PDA

View Full Version : The New Guys



thedrifter
09-01-06, 09:06 AM
The New Guys
Posted By Blackfive

The Questing Cat in Iraq sends this piece about "the New Guys." I think it'll hit home with every vet out there:

The New Guys

The funny thing about life in the army is that it is a matter of time. If you do anything long enough, hard enough, and with enough guidance, you will get the hang of it. You may never be a genius when it comes to your chosen hobby, but you will be able to do it, practically unconscious. The army is very like that. You do the same battle drills, the same tasks, left face, right face, shave every morning. It isn’t hard.


The trick is, though, a lot of it requires delayed gratification. All the experience and skill that comes from constant drill requires CONSTANT DRILL, in many cases, in some of the worst conditions. If I could enumerate the many boring classes I’ve taken and long hours rehashing the same info, it would make any boring seminar look not so bad. And if I listed off the long string of abuses the army has visited on my body, it would make a day of manual labor look not so bad.


Now, of course I don’t live this all the time, or else what would be the point. The thing is, this has happened to me in the process of years. I’ve done real world missions and a combat tour, and now I’m working through my second. I’ve grown into manhood in the army, and I’ve reached the point where I have rank that forces me to be responsible for others. Others who are younger, less experienced, and a lot mouthier than me...

The new crop is not an unusual group. Most soldiers tend to start off like them. They are young High School kids who decided college wasn’t for them, that they wanted something different, that chicks would dig a snazzy uniform. They are incredibly different, and yet all the same. The paradox has a hard time being spelled out; sometimes I hardly believe it myself. These kids all have the dream in their heart, but keep it quiet, because in the military it is a shameful thing to dream this. The dream of being a hero.


Every young soldier wants to challenge himself in combat. Face the enemy, get his kill. Save his comrades and be thought well of. They have unrealistic visions of heroism, dreams of coming through in the pinch. In short, they are stupid. Stupid as only a child can be, because their age in the army is less than an infant. And no matter how quick they learn, only time, experience, and discipline will change it. But they sweat read white and blue.


They take fascination in what an experienced soldier would mark as mundane. They constantly blunder simple tasks that a senior soldier could handle with his eyes closed, as that soldier grits his teeth and tries to tell him how it’s done. They talk a big game about how hard basic was, how well they shot on the range, and how they can’t wait to get out on mission.

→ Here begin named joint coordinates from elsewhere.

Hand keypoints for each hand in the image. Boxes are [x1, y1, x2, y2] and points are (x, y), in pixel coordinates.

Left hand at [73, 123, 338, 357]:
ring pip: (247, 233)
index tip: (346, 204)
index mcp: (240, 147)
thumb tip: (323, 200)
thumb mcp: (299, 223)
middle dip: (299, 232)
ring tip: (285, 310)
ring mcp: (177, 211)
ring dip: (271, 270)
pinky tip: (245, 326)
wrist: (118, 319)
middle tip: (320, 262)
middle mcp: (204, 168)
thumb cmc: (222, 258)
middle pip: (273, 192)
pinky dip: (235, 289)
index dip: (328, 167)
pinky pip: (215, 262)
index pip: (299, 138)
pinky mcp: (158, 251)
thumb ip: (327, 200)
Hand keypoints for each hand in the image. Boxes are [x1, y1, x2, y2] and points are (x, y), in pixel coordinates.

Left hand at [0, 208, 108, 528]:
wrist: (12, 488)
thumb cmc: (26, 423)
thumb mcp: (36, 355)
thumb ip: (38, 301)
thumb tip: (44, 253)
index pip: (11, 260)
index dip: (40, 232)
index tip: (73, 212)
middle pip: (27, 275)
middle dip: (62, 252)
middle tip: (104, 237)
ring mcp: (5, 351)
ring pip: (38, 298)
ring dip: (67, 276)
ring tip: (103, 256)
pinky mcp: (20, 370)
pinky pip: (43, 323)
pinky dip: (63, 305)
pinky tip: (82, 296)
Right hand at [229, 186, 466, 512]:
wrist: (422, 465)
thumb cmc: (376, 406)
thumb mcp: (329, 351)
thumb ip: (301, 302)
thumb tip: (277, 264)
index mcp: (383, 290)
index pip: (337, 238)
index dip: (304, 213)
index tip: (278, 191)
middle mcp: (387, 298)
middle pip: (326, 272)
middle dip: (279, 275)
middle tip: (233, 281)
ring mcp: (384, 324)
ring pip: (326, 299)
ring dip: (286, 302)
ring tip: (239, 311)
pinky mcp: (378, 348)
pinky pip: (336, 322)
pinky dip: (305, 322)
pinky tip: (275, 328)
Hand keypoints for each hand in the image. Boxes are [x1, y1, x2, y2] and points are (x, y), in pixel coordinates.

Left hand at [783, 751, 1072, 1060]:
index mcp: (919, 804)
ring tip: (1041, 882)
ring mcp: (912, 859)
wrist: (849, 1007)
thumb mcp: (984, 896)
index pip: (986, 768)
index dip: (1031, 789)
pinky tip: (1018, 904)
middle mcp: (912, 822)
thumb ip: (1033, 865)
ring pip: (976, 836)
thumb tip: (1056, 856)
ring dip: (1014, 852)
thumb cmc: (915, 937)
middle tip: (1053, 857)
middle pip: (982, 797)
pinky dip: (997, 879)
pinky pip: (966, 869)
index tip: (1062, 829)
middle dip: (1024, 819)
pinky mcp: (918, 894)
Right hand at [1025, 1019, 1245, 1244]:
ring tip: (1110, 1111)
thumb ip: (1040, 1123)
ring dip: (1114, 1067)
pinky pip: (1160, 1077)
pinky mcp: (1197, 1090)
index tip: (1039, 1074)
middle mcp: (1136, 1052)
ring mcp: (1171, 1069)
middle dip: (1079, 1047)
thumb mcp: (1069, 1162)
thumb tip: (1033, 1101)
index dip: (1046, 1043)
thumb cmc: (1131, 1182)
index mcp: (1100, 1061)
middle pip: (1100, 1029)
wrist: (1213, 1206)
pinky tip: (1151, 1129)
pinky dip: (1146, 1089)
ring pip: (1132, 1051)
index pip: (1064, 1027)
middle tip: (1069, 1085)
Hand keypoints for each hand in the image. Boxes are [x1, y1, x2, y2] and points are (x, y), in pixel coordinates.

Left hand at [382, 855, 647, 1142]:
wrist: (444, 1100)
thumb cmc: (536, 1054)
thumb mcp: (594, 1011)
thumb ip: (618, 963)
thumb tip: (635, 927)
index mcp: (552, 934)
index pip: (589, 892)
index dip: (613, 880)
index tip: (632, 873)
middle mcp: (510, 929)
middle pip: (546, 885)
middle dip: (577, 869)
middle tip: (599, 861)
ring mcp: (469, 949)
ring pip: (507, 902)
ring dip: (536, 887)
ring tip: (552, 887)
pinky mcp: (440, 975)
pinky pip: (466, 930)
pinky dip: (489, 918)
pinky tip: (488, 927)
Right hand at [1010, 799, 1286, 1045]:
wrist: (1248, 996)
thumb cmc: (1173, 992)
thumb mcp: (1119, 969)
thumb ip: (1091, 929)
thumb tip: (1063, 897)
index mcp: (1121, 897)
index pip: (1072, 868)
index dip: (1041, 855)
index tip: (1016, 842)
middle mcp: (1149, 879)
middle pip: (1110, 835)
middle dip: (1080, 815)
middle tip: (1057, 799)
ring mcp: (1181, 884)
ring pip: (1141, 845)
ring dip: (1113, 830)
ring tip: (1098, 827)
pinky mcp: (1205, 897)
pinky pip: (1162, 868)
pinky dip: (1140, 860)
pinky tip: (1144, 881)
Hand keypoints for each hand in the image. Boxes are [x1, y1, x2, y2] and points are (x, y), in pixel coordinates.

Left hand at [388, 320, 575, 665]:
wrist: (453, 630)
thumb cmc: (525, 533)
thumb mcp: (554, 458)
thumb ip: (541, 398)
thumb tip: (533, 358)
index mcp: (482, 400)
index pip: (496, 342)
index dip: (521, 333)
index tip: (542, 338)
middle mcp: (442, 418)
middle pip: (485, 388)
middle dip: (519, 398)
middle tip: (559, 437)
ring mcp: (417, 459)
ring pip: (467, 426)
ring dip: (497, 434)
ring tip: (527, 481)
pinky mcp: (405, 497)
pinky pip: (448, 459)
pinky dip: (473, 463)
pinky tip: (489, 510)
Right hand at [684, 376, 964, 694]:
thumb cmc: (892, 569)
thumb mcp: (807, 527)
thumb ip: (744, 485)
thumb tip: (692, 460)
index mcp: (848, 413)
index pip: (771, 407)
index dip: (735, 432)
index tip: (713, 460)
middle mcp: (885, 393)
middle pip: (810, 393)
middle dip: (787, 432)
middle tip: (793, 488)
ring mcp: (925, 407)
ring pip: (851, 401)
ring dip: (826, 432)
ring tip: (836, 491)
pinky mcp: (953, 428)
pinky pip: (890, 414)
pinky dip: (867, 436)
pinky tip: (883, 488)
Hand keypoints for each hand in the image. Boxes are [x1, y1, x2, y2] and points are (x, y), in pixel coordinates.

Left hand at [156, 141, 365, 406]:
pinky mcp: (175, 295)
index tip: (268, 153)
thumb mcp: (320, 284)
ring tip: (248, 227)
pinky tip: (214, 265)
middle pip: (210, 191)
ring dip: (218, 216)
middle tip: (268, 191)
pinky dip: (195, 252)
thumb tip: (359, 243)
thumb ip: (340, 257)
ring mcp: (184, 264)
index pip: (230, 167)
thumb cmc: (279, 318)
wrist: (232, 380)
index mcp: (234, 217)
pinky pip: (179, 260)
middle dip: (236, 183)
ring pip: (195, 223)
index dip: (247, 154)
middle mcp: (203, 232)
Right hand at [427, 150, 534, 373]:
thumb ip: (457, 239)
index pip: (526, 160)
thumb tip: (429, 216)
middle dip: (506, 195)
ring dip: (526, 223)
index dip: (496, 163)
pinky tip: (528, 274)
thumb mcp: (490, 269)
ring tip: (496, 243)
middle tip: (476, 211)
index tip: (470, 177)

They pout when they get stuck on guard duty instead of going out the wire, struggle to see out the window in the Chinook, and all want to be gunners on a HMMWV, dreaming that the **** will hit the fan and their accurate and deadly return fire will mow down AIF scum. They wear their battle rattle like it was a suit they were wearing to the club, feeling cool and admiring how deadly they all look, then forget to put water in their camel backs. They pose for pictures that go on myspace, but never write down the Medavac frequencies unless told to. They all get up in the turret to pose for more pictures to send to their girlfriends, but then don’t check the oil.


Mostly though, with this, we who know just smile when they can’t see. Then, we kill our humor, put on the ****ed off mask worn for centuries by those who know better, then proceed to rip them a new *******. Deliver unto them, the pain we faced over years over military training, ensure that they suffer through all the same **** we did. Their hurt expression and bitter looks show the lesson hit home, and that too is part of the game.


In the end, they too will learn the way of our world. That you can dream of action, but the reality is never what you thought it would be. That the training they had already is the only thing that will carry them through tomorrow. That the details can’t wait until you are out on mission. And until they do, I lose a little more sanity everyday.


We all do what we must, because in a life worth living, someone is counting on you. Sometimes, it is those waiting at home, sometimes it is those miles away. And sometimes it is a private who gets me chewed out because he was a dumb ass. And glad to make a difference.